PROBLEM TO SOLVE:
Which lines below contain "SANTA"? Pull them out.

Data items:
=== Section Start ===
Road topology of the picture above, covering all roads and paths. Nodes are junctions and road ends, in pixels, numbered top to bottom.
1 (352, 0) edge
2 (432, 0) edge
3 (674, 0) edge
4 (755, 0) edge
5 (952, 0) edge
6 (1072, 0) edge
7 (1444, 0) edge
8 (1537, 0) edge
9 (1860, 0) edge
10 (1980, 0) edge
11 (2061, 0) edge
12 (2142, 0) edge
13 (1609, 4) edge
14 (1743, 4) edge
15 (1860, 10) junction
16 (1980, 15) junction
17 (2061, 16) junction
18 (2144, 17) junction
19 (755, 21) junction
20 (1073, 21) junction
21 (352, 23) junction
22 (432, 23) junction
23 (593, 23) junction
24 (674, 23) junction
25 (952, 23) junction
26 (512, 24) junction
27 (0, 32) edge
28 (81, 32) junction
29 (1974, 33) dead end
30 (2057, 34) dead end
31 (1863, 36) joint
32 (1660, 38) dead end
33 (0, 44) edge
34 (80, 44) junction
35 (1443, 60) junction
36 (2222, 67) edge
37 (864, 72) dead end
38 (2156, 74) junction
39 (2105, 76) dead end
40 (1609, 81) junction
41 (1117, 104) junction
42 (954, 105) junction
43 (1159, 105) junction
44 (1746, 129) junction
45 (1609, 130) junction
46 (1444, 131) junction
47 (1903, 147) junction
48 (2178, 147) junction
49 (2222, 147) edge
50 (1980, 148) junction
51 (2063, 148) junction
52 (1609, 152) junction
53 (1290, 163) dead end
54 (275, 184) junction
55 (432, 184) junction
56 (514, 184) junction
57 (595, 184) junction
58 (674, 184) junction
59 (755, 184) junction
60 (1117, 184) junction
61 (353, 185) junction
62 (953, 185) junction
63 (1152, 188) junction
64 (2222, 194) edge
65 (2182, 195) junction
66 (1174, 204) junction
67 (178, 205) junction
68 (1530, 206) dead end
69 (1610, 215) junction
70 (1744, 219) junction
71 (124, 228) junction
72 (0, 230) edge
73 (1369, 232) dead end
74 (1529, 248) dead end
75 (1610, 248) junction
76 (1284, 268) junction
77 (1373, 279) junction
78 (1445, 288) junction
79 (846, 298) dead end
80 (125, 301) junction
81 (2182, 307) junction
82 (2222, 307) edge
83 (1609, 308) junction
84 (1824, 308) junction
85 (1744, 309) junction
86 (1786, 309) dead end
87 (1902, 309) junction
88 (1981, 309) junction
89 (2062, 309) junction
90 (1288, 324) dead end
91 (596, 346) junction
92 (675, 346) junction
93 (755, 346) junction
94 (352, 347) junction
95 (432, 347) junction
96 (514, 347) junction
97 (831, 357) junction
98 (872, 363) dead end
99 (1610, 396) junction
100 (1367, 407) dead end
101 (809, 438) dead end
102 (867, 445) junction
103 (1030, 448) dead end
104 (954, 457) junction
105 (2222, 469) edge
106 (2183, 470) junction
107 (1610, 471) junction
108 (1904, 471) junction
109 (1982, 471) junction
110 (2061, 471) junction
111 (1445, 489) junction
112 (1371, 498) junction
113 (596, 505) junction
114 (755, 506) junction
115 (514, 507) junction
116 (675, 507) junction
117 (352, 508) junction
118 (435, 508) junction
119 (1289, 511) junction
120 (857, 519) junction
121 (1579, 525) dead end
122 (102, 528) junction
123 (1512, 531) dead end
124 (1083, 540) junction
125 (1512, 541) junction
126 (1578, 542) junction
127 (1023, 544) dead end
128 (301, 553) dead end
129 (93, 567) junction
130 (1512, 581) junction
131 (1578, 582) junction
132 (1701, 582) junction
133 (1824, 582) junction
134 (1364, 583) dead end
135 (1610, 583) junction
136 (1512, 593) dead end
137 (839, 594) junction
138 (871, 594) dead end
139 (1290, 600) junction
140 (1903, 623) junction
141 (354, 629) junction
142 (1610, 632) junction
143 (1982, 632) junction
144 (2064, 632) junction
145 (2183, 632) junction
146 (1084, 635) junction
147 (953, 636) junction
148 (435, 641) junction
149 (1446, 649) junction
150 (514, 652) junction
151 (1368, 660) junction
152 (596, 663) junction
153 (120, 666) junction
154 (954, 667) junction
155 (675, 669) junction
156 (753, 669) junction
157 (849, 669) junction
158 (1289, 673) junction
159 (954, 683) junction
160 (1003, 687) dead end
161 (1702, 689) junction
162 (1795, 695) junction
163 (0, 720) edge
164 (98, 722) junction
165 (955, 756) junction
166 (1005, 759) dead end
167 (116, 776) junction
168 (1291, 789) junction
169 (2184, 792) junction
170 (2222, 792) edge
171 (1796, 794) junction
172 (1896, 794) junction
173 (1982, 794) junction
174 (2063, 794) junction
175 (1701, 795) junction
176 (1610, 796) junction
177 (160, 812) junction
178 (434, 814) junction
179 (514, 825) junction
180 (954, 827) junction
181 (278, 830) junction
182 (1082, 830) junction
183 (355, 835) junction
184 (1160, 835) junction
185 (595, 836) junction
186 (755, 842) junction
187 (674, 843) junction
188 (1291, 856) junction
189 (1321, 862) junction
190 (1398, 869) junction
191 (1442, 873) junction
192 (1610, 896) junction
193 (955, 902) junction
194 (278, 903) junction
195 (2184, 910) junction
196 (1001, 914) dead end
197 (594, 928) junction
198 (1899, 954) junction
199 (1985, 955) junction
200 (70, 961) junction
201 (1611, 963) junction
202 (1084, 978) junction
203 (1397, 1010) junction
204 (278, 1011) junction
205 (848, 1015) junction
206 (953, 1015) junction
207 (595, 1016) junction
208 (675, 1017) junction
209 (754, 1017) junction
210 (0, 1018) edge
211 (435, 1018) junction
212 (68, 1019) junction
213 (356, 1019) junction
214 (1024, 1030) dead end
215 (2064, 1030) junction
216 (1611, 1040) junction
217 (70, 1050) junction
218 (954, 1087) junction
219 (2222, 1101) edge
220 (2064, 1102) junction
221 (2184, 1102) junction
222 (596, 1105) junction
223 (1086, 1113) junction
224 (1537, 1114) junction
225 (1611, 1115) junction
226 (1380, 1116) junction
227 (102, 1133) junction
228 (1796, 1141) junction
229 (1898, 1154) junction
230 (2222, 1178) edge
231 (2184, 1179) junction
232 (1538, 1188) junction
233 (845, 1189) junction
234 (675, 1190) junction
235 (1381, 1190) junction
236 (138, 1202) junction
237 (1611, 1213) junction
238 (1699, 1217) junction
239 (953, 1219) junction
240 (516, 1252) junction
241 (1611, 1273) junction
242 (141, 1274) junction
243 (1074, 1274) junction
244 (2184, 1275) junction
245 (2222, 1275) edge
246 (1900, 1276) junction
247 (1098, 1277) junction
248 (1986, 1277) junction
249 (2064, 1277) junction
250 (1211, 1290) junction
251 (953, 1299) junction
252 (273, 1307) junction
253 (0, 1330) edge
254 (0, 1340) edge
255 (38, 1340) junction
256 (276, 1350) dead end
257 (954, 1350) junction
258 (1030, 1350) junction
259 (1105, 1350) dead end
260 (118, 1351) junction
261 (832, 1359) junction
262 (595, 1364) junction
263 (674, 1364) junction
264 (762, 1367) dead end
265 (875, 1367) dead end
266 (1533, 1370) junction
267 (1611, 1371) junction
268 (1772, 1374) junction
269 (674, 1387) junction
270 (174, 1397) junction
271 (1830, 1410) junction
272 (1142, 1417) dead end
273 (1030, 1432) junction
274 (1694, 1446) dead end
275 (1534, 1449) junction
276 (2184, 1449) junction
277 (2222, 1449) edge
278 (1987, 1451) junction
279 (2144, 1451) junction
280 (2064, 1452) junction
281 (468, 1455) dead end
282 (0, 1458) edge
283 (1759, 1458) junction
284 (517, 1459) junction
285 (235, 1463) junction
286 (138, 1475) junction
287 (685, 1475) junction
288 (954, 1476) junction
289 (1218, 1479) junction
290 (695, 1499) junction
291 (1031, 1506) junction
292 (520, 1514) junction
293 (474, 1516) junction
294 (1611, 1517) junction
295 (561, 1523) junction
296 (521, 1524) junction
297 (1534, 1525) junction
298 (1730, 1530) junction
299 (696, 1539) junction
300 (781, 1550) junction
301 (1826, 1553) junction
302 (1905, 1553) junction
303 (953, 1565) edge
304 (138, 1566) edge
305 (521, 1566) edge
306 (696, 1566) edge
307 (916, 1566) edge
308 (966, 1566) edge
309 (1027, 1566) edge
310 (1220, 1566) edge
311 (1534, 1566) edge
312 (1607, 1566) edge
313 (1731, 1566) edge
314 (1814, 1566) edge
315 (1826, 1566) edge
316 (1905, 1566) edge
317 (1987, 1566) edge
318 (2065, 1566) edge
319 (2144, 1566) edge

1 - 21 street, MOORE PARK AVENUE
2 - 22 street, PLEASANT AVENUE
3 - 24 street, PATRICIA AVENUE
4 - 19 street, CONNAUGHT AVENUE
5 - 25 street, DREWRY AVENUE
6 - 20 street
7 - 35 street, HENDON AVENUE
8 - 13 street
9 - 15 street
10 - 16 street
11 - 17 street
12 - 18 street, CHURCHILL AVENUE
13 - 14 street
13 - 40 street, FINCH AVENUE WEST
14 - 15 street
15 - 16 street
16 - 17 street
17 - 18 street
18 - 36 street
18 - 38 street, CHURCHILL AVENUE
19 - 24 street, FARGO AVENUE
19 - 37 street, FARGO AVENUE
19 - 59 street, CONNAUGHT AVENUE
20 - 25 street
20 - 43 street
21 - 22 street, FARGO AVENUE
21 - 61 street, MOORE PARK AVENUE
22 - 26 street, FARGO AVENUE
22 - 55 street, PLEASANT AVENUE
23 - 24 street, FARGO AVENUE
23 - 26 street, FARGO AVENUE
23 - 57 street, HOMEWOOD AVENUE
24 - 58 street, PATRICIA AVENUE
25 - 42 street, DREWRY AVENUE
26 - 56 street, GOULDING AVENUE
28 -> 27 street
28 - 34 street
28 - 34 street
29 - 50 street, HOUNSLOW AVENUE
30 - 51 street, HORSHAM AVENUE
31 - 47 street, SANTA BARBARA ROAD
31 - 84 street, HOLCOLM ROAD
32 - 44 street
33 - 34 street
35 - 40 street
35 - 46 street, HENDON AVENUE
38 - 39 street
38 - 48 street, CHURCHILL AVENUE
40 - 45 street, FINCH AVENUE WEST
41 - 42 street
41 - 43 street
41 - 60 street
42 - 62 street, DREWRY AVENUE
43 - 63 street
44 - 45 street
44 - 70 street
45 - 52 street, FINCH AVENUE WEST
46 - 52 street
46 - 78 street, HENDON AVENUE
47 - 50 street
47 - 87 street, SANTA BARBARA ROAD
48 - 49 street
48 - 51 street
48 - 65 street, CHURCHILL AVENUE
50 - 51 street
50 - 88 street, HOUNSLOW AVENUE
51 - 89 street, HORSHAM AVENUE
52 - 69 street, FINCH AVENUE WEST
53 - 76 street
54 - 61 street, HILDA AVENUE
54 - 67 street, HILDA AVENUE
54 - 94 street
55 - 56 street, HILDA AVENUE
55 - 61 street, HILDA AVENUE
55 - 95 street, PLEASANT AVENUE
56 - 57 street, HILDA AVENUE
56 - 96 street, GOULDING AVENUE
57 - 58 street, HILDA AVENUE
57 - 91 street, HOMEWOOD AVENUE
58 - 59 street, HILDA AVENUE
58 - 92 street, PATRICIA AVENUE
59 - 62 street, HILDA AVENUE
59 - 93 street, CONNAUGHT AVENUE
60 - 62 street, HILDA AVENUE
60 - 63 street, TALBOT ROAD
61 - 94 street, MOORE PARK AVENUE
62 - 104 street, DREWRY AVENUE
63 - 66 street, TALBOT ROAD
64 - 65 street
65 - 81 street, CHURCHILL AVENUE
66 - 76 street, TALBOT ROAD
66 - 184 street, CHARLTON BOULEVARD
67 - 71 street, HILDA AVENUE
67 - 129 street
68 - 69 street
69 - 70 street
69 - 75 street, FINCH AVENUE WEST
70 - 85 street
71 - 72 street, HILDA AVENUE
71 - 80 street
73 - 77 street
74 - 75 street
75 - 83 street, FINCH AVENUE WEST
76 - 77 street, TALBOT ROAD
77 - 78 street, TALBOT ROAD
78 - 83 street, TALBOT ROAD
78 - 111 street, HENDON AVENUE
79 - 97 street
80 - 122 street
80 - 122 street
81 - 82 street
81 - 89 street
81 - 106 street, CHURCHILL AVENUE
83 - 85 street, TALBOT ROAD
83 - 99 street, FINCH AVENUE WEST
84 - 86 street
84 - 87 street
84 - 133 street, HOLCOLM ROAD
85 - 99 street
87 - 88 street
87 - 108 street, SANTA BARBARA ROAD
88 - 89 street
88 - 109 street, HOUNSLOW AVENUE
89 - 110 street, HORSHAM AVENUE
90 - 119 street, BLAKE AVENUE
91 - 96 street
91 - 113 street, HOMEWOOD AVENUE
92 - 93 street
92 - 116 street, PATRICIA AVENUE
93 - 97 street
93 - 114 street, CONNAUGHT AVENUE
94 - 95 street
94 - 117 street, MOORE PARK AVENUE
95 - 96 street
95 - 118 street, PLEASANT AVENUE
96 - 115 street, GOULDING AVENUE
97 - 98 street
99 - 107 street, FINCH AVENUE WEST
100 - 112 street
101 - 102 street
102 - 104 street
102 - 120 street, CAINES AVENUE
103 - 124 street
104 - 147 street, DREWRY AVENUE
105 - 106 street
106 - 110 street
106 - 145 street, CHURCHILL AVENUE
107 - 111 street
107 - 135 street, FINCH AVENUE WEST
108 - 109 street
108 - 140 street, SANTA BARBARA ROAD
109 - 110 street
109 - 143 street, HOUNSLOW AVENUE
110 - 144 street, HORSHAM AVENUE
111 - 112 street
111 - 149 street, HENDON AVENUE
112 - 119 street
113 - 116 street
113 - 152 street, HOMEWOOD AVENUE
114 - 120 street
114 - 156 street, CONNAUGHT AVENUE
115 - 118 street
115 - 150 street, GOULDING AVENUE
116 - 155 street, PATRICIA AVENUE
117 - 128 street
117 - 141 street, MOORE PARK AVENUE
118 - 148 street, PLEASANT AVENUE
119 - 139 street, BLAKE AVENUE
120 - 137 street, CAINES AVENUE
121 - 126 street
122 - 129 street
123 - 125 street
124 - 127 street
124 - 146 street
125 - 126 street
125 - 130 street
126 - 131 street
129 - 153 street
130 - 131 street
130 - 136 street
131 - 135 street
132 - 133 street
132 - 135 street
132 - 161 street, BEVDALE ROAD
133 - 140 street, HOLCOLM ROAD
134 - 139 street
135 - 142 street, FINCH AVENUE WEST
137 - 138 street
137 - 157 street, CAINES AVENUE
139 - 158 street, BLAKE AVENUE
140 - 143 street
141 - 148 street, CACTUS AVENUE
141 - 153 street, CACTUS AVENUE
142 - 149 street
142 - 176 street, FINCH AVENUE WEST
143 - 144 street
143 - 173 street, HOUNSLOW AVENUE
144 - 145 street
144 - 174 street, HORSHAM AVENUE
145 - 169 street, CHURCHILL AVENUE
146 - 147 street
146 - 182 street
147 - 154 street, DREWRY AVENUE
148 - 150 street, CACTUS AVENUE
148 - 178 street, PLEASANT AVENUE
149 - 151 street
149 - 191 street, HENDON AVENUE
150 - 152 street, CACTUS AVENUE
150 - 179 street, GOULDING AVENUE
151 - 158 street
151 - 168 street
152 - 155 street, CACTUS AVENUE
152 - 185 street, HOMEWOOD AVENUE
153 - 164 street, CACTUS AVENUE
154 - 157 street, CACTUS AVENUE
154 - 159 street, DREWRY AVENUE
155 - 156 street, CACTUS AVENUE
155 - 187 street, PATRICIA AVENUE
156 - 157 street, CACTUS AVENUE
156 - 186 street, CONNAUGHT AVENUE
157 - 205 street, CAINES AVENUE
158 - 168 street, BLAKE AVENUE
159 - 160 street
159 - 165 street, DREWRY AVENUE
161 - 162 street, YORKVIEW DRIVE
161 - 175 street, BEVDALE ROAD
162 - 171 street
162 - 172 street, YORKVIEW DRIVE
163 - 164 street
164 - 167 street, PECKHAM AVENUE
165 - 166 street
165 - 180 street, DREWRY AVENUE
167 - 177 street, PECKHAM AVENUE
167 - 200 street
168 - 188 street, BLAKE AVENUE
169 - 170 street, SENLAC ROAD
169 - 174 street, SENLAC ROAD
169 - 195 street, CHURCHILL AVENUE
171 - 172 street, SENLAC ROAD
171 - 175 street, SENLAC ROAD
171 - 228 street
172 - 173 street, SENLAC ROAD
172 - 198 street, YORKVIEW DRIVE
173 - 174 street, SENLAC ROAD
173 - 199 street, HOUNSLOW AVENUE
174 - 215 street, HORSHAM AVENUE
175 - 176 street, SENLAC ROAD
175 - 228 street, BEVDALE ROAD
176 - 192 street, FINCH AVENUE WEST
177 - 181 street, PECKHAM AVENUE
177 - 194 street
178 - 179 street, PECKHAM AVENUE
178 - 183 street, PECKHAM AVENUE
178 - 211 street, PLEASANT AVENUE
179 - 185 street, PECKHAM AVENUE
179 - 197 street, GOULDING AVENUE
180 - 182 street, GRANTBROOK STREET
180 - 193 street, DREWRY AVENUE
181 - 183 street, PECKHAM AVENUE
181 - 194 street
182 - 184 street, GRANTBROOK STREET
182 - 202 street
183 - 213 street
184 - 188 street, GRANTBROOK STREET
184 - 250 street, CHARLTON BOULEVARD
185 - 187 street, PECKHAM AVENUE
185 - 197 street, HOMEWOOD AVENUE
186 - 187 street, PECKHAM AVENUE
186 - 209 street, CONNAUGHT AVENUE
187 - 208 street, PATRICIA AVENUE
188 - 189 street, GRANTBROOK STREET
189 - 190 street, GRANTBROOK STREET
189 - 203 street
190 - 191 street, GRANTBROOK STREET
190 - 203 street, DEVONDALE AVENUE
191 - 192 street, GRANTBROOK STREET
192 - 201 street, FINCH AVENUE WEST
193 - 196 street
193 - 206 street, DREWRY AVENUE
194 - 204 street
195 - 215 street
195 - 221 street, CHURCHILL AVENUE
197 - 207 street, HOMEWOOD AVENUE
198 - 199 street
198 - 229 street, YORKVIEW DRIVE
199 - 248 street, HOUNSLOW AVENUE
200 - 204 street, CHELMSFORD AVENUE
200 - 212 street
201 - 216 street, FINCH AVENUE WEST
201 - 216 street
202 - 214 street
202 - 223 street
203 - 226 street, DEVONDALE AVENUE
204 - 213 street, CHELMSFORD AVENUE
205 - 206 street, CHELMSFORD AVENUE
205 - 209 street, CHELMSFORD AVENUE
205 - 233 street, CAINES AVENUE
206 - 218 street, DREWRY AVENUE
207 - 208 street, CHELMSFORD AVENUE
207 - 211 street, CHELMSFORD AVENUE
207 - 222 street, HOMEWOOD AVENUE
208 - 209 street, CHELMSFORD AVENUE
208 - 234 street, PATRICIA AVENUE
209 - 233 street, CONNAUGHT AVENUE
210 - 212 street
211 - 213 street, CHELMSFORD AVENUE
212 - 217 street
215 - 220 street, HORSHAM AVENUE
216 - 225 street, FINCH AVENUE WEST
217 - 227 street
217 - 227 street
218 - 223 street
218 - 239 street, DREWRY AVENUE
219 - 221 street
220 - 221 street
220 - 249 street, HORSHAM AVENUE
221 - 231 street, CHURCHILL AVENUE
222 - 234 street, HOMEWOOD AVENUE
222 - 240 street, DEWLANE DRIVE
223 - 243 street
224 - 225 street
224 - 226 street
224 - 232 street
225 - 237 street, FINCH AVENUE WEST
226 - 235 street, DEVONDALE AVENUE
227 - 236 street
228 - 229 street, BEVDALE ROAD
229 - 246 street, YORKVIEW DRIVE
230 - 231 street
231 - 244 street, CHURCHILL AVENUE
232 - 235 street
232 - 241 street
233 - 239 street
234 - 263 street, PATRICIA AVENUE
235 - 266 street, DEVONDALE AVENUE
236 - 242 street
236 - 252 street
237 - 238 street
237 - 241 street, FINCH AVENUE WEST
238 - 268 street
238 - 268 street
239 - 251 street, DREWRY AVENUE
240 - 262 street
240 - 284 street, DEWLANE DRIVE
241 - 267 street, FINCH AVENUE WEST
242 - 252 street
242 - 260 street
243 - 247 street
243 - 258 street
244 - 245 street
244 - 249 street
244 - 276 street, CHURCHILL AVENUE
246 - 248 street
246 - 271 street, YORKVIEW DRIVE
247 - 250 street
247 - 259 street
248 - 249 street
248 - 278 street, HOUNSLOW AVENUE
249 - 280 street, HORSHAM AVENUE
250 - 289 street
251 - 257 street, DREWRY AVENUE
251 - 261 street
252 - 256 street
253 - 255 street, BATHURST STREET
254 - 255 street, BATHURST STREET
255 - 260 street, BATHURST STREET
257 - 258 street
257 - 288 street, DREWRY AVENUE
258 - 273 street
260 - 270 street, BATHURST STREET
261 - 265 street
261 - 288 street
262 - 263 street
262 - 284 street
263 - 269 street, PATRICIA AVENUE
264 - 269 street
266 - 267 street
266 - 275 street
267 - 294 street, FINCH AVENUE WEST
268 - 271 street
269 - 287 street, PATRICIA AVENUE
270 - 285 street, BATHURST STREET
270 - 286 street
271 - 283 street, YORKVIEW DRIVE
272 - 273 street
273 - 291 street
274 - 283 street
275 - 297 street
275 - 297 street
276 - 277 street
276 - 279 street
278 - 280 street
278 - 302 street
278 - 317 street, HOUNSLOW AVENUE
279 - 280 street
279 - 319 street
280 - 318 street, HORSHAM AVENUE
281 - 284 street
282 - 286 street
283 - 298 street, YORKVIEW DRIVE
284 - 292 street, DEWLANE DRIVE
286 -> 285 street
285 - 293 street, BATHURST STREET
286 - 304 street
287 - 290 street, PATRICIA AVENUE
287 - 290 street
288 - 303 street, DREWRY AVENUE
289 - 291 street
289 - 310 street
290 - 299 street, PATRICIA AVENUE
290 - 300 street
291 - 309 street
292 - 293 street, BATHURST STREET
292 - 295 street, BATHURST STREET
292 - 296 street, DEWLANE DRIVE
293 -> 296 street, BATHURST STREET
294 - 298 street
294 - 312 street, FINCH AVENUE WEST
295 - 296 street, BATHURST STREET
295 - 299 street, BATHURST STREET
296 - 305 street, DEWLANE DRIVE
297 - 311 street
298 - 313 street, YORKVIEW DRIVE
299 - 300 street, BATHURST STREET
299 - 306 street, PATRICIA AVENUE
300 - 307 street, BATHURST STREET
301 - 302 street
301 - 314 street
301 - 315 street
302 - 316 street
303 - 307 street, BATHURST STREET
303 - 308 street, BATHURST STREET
=== Section End ===
OUTPUT BELOW:
31 - 47 street, SANTA BARBARA ROAD
47 - 87 street, SANTA BARBARA ROAD
87 - 108 street, SANTA BARBARA ROAD
108 - 140 street, SANTA BARBARA ROAD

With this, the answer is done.